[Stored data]
★ ★ ★ ★ ★
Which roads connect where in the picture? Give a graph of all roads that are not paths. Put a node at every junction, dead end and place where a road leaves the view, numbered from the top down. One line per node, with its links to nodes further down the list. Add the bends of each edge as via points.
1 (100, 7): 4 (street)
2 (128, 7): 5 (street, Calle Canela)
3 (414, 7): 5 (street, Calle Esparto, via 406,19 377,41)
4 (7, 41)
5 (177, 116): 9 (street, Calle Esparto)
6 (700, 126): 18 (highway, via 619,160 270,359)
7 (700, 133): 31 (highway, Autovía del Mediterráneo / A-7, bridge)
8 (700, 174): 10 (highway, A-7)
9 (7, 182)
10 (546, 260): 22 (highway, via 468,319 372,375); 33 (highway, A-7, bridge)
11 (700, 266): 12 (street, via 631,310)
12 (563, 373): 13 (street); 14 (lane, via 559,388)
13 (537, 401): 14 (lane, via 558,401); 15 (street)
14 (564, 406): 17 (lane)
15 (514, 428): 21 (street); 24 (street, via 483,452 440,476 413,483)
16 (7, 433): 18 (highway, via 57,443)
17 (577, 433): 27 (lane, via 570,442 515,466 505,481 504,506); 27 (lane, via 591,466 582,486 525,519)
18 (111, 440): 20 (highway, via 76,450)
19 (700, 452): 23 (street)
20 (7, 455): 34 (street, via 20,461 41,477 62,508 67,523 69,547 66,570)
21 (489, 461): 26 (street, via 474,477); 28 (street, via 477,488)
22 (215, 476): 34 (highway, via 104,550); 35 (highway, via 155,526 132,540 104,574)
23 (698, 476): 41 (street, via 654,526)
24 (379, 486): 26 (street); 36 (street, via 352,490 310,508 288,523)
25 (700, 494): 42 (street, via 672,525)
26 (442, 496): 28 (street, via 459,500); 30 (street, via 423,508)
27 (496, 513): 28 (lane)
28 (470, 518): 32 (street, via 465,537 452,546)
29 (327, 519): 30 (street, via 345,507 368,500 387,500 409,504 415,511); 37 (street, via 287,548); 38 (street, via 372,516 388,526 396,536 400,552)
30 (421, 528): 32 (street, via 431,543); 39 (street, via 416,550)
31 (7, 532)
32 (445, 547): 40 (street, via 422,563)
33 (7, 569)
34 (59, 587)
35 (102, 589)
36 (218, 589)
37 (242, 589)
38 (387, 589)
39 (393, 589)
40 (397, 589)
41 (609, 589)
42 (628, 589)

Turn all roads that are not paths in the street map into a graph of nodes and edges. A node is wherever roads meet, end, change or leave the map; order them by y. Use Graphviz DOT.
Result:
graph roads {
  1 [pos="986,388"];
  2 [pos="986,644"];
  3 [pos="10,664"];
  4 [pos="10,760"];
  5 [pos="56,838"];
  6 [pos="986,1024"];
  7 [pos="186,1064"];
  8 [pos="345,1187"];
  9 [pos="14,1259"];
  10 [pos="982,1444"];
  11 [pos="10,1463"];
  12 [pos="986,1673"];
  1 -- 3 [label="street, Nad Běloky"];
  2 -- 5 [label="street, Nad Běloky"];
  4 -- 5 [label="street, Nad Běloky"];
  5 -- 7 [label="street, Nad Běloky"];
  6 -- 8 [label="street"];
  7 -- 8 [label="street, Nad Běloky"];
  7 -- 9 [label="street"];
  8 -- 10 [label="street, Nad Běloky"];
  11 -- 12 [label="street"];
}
★ ★ ★ ★ ★
### WORK INSTRUCTIONS
Output nothing but the lines from the one with "Turn all roads" through the last line above, each exactly as it stands.

### WRITTEN ANSWER
Turn all roads that are not paths in the street map into a graph of nodes and edges. A node is wherever roads meet, end, change or leave the map; order them by y. Use Graphviz DOT.
Result:
graph roads {
  1 [pos="986,388"];
  2 [pos="986,644"];
  3 [pos="10,664"];
  4 [pos="10,760"];
  5 [pos="56,838"];
  6 [pos="986,1024"];
  7 [pos="186,1064"];
  8 [pos="345,1187"];
  9 [pos="14,1259"];
  10 [pos="982,1444"];
  11 [pos="10,1463"];
  12 [pos="986,1673"];
  1 -- 3 [label="street, Nad Běloky"];
  2 -- 5 [label="street, Nad Běloky"];
  4 -- 5 [label="street, Nad Běloky"];
  5 -- 7 [label="street, Nad Běloky"];
  6 -- 8 [label="street"];
  7 -- 8 [label="street, Nad Běloky"];
  7 -- 9 [label="street"];
  8 -- 10 [label="street, Nad Běloky"];
  11 -- 12 [label="street"];
}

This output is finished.